Euson is known especially in this period of time for his pop and soul ballads like 'Both Sides, Now', 'Julie', which shared the Zilveren Harp in 1973, and 'Leon'. The beauty of his voice is internationally recognized as in the nineties he is added to the Karen Carpenter memorial list, The Worlds Most Beautiful Voices: The Ultimate Hall of Fame.

In 1977 Euson, experiencing a fade into the unknown, accompanied by his Polish wife Stanka Matić and manager Peter Kok left the Netherlands and moved to the USA. When they didn't succeed over there either, in 1978 they moved on to Chile, knowing Euson's 1972 song contest victory was granting them access to success. They founded a radio station and a production company P.J. Productions, producing Chilean artists. Cultural life in Chile however was suffering from the suppression by the Pinochet military regime. Euson and his wife later moved back to the USA. Euson took up acting in American B-movies. Peter Kok moved back to the Netherlands and became a background musician in theatres.
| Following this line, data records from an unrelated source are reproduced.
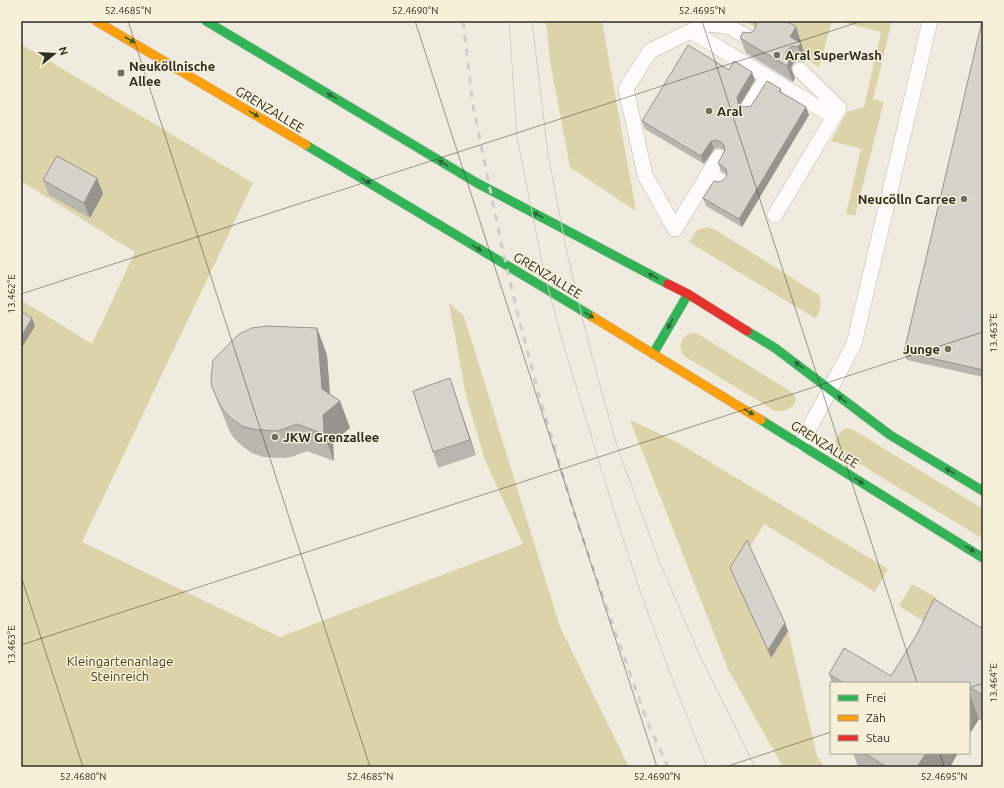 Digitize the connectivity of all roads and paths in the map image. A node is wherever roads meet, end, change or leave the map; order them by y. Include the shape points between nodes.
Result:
1 (96, 21) edge
2 (206, 21) edge
3 (930, 21) edge
4 (691, 31) junction
5 (753, 40) edge
6 (800, 70) dead end
7 (767, 76) junction
8 (749, 106) edge
9 (834, 117) junction
10 (719, 157) edge
11 (775, 215) dead end
12 (688, 294) junction
13 (653, 354) junction
14 (830, 389) junction
15 (801, 444) junction
16 (983, 491) edge
17 (983, 558) edge

1 -> 13 main road, GRENZALLEE
12 -> 2 main road via 477,183
3 - 14 lane via 854,344
4 - 5 lane via 708,24 727,26
4 - 7 lane
4 - 10 lane via 650,51 626,89 645,175 676,229 715,177
6 - 9 lane via 839,108
7 - 8 lane
7 - 9 lane
9 - 11 lane
12 -> 13 main road
14 -> 12 main road via 775,348
13 -> 15 main road, GRENZALLEE
14 - 15 lane
16 -> 14 main road via 890,435
15 -> 17 main road, GRENZALLEE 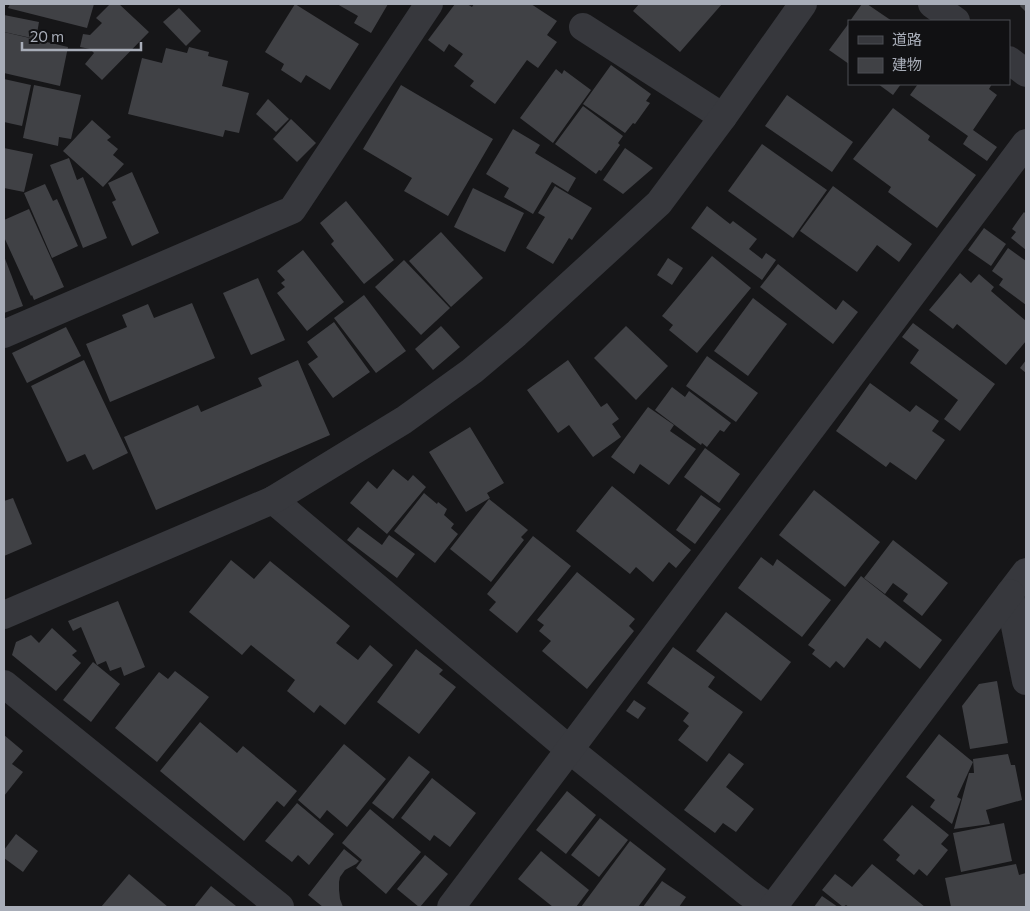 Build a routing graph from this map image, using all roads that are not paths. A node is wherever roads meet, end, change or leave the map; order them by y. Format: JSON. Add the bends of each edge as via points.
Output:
{"nodes":[{"id":1,"x":429,"y":4,"type":"edge"},
{"id":2,"x":803,"y":4,"type":"edge"},
{"id":3,"x":932,"y":4,"type":"edge"},
{"id":4,"x":955,"y":20,"type":"edge"},
{"id":5,"x":583,"y":27,"type":"dead end"},
{"id":6,"x":1010,"y":61,"type":"edge"},
{"id":7,"x":1026,"y":73,"type":"edge"},
{"id":8,"x":723,"y":117,"type":"junction"},
{"id":9,"x":1026,"y":143,"type":"edge"},
{"id":10,"x":4,"y":334,"type":"edge"},
{"id":11,"x":273,"y":500,"type":"junction"},
{"id":12,"x":1026,"y":572,"type":"edge"},
{"id":13,"x":1010,"y":593,"type":"junction"},
{"id":14,"x":4,"y":614,"type":"edge"},
{"id":15,"x":1026,"y":681,"type":"edge"},
{"id":16,"x":4,"y":684,"type":"edge"},
{"id":17,"x":570,"y":750,"type":"junction"},
{"id":18,"x":280,"y":907,"type":"edge"},
{"id":19,"x":451,"y":907,"type":"edge"},
{"id":20,"x":768,"y":907,"type":"edge"},
{"id":21,"x":773,"y":907,"type":"edge"}],
"edges":[{"from":1,"to":10,"type":"street","via":[[292,210]]},
{"from":2,"to":8,"type":"street"},
{"from":3,"to":4,"type":"street"},
{"from":5,"to":8,"type":"street"},
{"from":6,"to":7,"type":"street"},
{"from":8,"to":11,"type":"street","via":[[659,203],[516,334],[472,371],[404,420]]},
{"from":9,"to":17,"type":"street"},
{"from":11,"to":14,"type":"street"},
{"from":11,"to":17,"type":"street"},
{"from":12,"to":13,"type":"street"},
{"from":13,"to":15,"type":"street"},
{"from":13,"to":21,"type":"street"},
{"from":16,"to":18,"type":"street"},
{"from":17,"to":19,"type":"street"},
{"from":17,"to":20,"type":"street"}]}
Euson is related to Kizzy.

==Discography==

===Singles===
- My Plea - 1964
- Now I Know - The Scarlets - 1966
- Ooh Pook Pah Doo - Julio and the Kreole Kats - 1966
- Amen - 1967
- True Love - 1967
- I Want You Around Me - J.B. Euson & Stax - 1968
- A Fool For You - J.B. Euson & Stax - 1970
- Born on the Bayou - 1970
- My Purpose In Life - 1970
- Both Sides, Now - 1970 - #7 in January, 1971
- I Need You To Turn To - 1971
- Crimson Eyes - 1972
- Julie - 1972
- Angelina b/w Put Your Trust In The Lord - 1972
- Dirty Lady - 1973
- Life Is On My Side - #20 in July, 1973
- Our Last Song Together - 1973
- Leon - #14 in May/June, 1974
- Sweet Surrender - 1974
- Shadow Of Love - 1974
- I Use The Soap - 1974 - #30 in January, 1975
- Midnight Blue - 1976
- Four And Twenty Hours - 1976
- Canta Libre - 1977

===Albums===
- J.B. Euson Live At Club 67 - J.B. Euson & Stax - 1967
- Both Sides Now - 1971
- Euson - 1972
- Life Is On My Side - 1973
- Better Days - 1974
- Favourites Of The Fifties - 1974
- Sweet Surrender - 1975
- Midnight Blue - 1976
- The Best Of Euson (compilation album) - 1976
- The Best Of ... (compilation album) - 1987

==Filmography==

- The Brothers Grimm (2001)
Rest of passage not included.